В Милане, например, город пахнет малиной, потому что так пахнет шампунь, которым моют улицы. В определенный период лета витает аромат абрикосового варенья — так пахнет османтус, который цветет по всей Италии. А еще все итальянцы используют один и тот же ополаскиватель для белья — у них это вшито, и другой они никогда не купят.

В России из приятных запахов — что-то связанное с шоколадом. Когда проводили исследование, чем пахнет Москва, все называли шоколадную фабрику «Красный Октябрь». Хотя это тоже от города зависит. В Москве всем нравится, как пахнет метро, а в Питере — нет.
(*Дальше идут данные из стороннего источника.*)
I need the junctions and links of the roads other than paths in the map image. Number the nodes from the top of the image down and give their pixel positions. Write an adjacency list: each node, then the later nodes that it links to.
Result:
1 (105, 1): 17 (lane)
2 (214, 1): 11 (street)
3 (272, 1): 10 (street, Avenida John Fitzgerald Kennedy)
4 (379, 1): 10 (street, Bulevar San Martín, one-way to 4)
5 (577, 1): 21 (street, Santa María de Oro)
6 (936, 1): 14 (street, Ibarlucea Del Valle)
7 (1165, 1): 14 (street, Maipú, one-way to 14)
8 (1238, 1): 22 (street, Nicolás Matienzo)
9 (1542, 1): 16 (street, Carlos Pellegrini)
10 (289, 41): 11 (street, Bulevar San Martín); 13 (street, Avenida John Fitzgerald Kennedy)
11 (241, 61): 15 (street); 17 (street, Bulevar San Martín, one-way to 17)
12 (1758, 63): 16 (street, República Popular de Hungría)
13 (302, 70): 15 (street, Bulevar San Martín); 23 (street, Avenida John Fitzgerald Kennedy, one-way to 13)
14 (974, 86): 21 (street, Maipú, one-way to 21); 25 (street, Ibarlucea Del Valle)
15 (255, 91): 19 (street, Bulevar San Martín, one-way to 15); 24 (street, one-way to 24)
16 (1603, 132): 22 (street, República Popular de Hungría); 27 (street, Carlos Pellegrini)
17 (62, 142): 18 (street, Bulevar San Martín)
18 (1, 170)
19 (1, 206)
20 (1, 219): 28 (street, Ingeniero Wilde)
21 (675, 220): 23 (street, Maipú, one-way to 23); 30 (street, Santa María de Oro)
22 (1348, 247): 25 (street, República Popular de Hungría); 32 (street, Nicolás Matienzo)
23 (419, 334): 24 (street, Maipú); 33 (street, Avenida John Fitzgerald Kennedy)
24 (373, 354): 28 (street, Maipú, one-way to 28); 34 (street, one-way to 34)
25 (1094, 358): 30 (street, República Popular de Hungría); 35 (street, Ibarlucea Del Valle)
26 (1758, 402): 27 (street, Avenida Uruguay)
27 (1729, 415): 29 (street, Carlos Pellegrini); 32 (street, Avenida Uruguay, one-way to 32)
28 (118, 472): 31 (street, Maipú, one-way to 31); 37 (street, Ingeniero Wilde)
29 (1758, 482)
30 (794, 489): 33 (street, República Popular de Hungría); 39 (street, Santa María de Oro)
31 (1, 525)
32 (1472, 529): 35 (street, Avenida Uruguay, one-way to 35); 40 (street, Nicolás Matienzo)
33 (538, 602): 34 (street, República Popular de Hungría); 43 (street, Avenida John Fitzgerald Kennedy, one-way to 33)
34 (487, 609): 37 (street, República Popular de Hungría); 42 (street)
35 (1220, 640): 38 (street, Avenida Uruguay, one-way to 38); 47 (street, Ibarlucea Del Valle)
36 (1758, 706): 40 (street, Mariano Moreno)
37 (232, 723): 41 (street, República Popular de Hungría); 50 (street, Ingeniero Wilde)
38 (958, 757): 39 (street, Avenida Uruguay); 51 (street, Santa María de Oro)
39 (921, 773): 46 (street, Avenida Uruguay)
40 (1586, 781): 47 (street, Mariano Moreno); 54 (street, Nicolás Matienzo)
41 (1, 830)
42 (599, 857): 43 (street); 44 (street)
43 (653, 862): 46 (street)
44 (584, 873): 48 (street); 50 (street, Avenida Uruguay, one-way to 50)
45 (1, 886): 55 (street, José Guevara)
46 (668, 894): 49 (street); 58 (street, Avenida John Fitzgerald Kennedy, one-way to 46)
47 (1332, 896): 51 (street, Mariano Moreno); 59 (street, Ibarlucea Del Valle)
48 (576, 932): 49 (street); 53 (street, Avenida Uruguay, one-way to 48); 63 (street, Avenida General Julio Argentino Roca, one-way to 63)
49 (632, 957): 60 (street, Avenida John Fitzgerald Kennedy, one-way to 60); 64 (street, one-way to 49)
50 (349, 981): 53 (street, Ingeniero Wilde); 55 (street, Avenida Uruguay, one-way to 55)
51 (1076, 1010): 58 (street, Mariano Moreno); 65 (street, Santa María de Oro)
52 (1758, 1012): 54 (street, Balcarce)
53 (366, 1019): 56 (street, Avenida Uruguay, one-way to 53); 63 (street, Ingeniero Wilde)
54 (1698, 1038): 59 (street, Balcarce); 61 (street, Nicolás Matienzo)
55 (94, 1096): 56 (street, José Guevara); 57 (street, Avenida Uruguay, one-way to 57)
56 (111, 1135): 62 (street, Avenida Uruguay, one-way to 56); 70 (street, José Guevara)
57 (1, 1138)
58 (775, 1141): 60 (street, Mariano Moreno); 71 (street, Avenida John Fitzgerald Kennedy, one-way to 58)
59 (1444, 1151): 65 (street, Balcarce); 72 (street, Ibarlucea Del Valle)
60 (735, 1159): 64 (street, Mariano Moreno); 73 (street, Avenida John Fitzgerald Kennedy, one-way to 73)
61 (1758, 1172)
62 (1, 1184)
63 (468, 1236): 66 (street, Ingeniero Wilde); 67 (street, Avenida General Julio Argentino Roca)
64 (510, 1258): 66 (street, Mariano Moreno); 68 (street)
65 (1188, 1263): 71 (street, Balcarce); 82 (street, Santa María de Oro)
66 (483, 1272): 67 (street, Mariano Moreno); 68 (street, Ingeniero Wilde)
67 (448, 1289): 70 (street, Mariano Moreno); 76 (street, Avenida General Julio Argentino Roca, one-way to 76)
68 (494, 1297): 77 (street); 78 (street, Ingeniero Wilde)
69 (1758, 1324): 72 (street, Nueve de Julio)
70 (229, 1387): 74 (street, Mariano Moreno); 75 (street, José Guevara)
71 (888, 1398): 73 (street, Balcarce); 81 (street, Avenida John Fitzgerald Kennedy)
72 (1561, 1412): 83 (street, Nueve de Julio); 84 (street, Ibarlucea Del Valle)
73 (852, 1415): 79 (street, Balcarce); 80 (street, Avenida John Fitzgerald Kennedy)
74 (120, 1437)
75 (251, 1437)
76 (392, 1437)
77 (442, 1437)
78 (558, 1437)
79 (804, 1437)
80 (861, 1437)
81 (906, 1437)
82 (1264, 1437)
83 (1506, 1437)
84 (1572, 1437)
А в Париже вообще отвратительно пахнет метро, если сравнивать, и проехать по нему — непростое приключение.

Многие запахи не зря разбивают по группам — древесные, цветочные и так далее, поскольку зачастую от периода жизни и «взрослости» зависит то, какими ароматами мы хотим пользоваться. Например, Chanel не будет пользоваться молодая девушка — она просто не поймет этот шипр, скажет: «Бабушкой воняет». Кстати, частая ассоциация с запахом… У меня еще представлен фужерный аромат с запахом моря, и все наверняка будут говорить, что он «воняет мужиком» и тем самым дезодорантом Old Spice. Ольфакторная память играет огромную роль в восприятии тех или иных запахов.

«В России из приятных запахов — что-то связанное с шоколадом. Когда проводили исследование, чем пахнет Москва, все называли шоколадную фабрику «Красный Октябрь» «В России из приятных запахов — что-то связанное с шоколадом. Когда проводили исследование, чем пахнет Москва, все называли шоколадную фабрику «Красный Октябрь» Фото: «БИЗНЕС Online»

— Как будто сейчас есть тренд на ностальгию — постоянно используют ароматы из детства…

— Он всегда был, мне кажется. На ярмарке молодого искусства Win-Win я выставляла проект «Купи вдохновение», где можно было купить ароматы, знакомые с детства: запах снега на варежках, елки с мандаринами, коробки от шоколадных конфет. Здесь мы говорим про воспоминания, а не про то, что человек будет пользоваться на повседневной основе этим ароматом. Варежки со снегом мало кто на себя нанесет, это скорее как путешествие во времени, чтобы перенестись в детство. Для российского и постсоветского пространства многие ароматы отсылают к одним и тем же воспоминаниям.

«Эту выставку нужно показывать детям, чтобы они понимали, что такое современное искусство»

«Футуристы забили фундаментальный гвоздь и сказали: «Нет больше в Италии искусства»

— Вы участвовали во многих выставках и ярмарках в Италии. Почему именно эта страна?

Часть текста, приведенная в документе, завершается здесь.